Truce/Treaty of Vilna or Truce/Treaty of Niemieża () was a treaty signed at Niemieża (modern Nemėžis) near Vilnius (also known as Vilna)  on 3 November 1656 between Tsardom of Russia and Polish–Lithuanian Commonwealth, introducing a truce during the Russo-Polish War (1654–67) and an anti-Swedish alliance in the contemporaneous Second Northern War. In return for ceasing hostilities and fighting Sweden alongside Poland–Lithuania, the treaty promised Alexis of Russia succession in Poland after John II Casimir Vasa's death. The Cossacks under Bohdan Khmelnytsky were excluded from the negotiations, and subsequently supported the Transylvanian invasion on the Swedish side.

Developments
After a series of successes for the Russian forces, with an even more successful Swedish invasion of Polish–Lithuanian Commonwealth, the Russian tsar decided that total defeat of the Commonwealth and Swedish victory leading to major strengthening of Sweden (a threat to Russia) would not be in the best interests of Russia.
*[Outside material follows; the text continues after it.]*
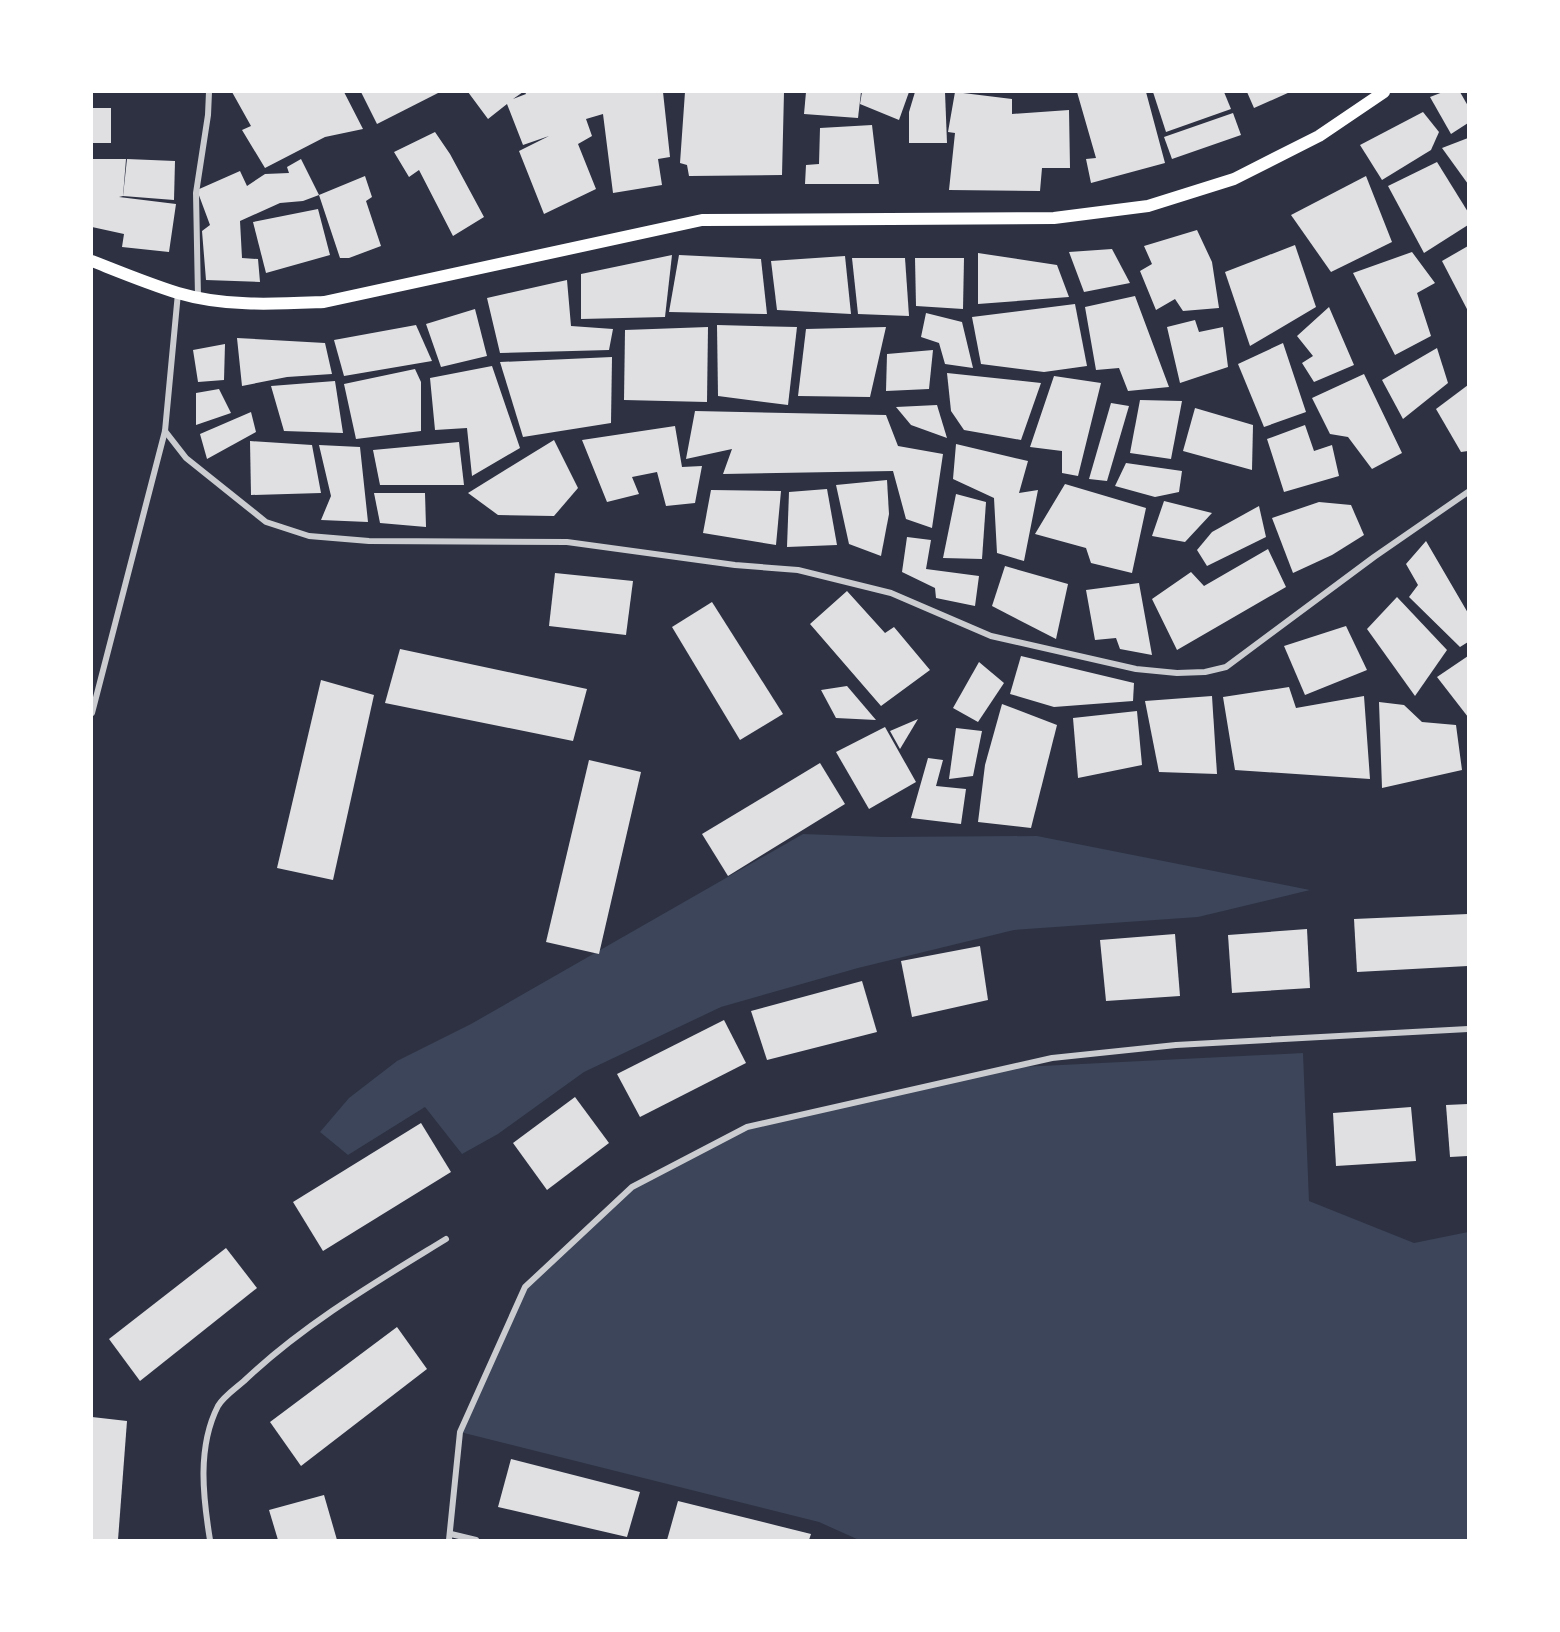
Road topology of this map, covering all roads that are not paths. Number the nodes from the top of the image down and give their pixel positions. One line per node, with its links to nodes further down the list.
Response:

The negotiations began in Autumn of 1655, between Field Hetman of Lithuania Wincenty Korwin Gosiewski and Russian commander Afanasy Ordin-Nashchokin, and led to a quick ceasefire along the Polish-Russian front, allowing the Commonwealth to concentrate on the Swedish incursion. In the light of its successes, the Commonwealth's stance in the negotiations intensified, and it has rejected Russian territorial demands; however both Poland and Russia agreed to continue engaging Sweden. There were also negotiations about the Russian tsar or his descendant ascending to the Commonwealth's throne (see Polish–Lithuanian–Muscovite Commonwealth). Russian forces marched on Swedish Livonia and besieged Riga in the Russo-Swedish War (1656–58). The Russian ally, Zaporozhian Cossack hetman Bohdan Khmelnytsky was informed about the Russian plans; he was not against a temporary armistice with Poland as such; but he was afraid of an alliance between Russia and Poland aimed at crushing Cossack rebellion as a possible consequence of the treaty.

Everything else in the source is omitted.